Perseu Abramo (July 17, 1929 in São Paulo – March 6, 1996) was a Brazilian journalist and writer. Apart from working in many Brazilian vehicles, he also had an intense political life and taught in many higher education institutions. He is one of the creators of Vladimir Herzog Award. He was Cláudio Abramo's nephew.

Biography 
He graduated from social sciences at Faculty of Philosophy, Letters and Human Sciences of the University of São Paulo at 1959. In 1968, he mastered at human sciences at the Federal University of Bahia, in Salvador, Bahia.

Throughout his career, he worked in various vehicles, including Jornal de São Paulo, Folha Socialista (from the Brazilian Socialist Party), A Hora, O Estado de S. Paulo (where, in 1960, he obtained the Esso Journalism Award for coordinating the team of journalists who covered the inauguration of Brasília), Folha de S. Paulo, Rádio Eldorado (which he helped to build), TV Globo, Jornal dos Trabalhadores (and other publications from the Worker's Party) and many others.

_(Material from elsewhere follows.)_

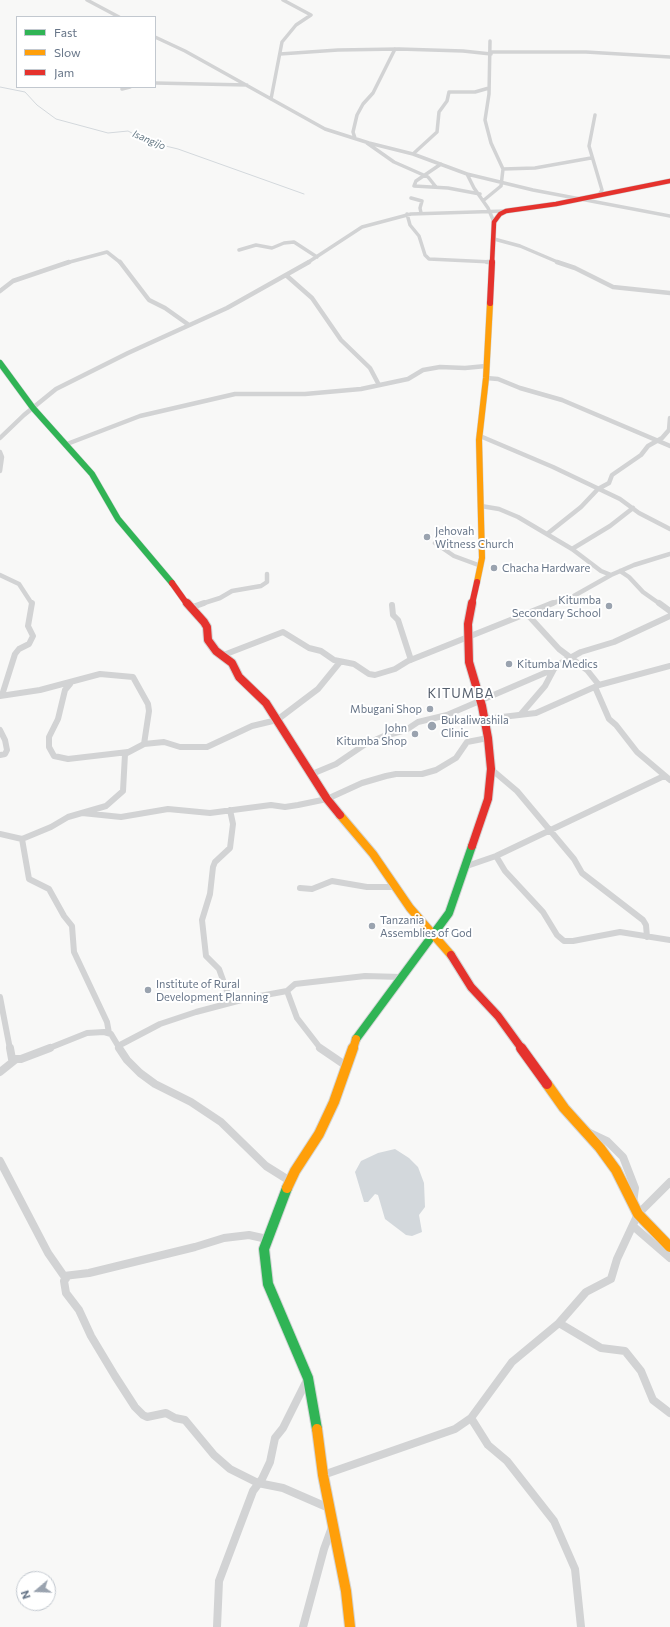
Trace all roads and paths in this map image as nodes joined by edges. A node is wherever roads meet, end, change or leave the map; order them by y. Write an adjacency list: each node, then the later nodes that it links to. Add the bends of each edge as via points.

As a professor, he taught at places such as Faculdade Cásper Líbero, Federal University of Bahia, Fundação Escola de Sociologia e Política de São Paulo, Fundação Armando Alvares Penteado and Pontifícia Universidade Católica de São Paulo, where he worked until his death in 1996. He also contributed to the creation of the University of Brasília.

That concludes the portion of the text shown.